**Records from a dataset:**

----

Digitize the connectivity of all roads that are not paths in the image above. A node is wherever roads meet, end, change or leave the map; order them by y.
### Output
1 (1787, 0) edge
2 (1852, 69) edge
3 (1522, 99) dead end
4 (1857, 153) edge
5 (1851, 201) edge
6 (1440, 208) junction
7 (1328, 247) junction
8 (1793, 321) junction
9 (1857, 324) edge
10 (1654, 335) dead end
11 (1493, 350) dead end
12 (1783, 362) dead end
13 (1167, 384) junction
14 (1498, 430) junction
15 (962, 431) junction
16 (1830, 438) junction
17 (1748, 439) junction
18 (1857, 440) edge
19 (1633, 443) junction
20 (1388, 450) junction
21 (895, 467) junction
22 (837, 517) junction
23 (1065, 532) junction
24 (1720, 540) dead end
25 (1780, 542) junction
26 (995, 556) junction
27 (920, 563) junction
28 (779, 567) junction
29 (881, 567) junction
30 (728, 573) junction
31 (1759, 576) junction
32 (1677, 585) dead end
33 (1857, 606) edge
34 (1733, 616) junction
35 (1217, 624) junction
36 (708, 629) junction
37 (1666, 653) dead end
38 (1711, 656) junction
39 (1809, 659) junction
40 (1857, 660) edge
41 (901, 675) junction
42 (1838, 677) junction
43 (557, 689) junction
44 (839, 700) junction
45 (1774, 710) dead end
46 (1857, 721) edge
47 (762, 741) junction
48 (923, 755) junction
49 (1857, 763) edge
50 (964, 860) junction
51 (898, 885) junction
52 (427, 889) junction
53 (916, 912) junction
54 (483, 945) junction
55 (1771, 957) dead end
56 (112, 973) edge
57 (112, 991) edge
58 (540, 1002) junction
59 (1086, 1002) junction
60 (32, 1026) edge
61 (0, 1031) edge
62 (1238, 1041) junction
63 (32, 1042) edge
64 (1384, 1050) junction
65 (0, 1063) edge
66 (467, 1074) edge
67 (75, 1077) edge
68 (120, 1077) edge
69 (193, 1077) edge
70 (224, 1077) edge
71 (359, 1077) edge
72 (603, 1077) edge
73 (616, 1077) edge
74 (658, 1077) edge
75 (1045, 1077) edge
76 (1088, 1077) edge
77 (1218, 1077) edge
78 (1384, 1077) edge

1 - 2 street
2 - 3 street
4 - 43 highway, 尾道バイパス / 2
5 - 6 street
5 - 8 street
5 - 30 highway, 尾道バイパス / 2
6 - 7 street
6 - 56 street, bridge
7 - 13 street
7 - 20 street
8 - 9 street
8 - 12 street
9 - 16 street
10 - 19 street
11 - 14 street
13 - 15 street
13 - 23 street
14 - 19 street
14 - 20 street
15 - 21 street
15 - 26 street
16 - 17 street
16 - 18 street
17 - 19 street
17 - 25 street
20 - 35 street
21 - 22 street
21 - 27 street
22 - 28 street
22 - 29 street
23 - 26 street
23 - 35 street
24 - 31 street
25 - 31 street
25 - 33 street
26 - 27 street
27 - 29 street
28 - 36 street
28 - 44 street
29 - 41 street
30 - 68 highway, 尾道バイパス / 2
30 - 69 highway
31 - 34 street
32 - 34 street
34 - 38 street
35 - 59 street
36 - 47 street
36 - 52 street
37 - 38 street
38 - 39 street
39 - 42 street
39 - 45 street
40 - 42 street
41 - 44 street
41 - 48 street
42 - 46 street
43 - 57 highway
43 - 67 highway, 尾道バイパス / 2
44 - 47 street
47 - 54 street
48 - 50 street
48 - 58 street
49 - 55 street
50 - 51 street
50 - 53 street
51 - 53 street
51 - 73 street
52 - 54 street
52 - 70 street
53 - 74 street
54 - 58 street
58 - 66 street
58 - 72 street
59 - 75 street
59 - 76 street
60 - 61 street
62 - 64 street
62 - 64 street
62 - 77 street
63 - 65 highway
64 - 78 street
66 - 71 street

----

**What the task requires:** Above are the records. Copy every line in them holding "dead".

**Result:**
3 (1522, 99) dead end
10 (1654, 335) dead end
11 (1493, 350) dead end
12 (1783, 362) dead end
24 (1720, 540) dead end
32 (1677, 585) dead end
37 (1666, 653) dead end
45 (1774, 710) dead end
55 (1771, 957) dead end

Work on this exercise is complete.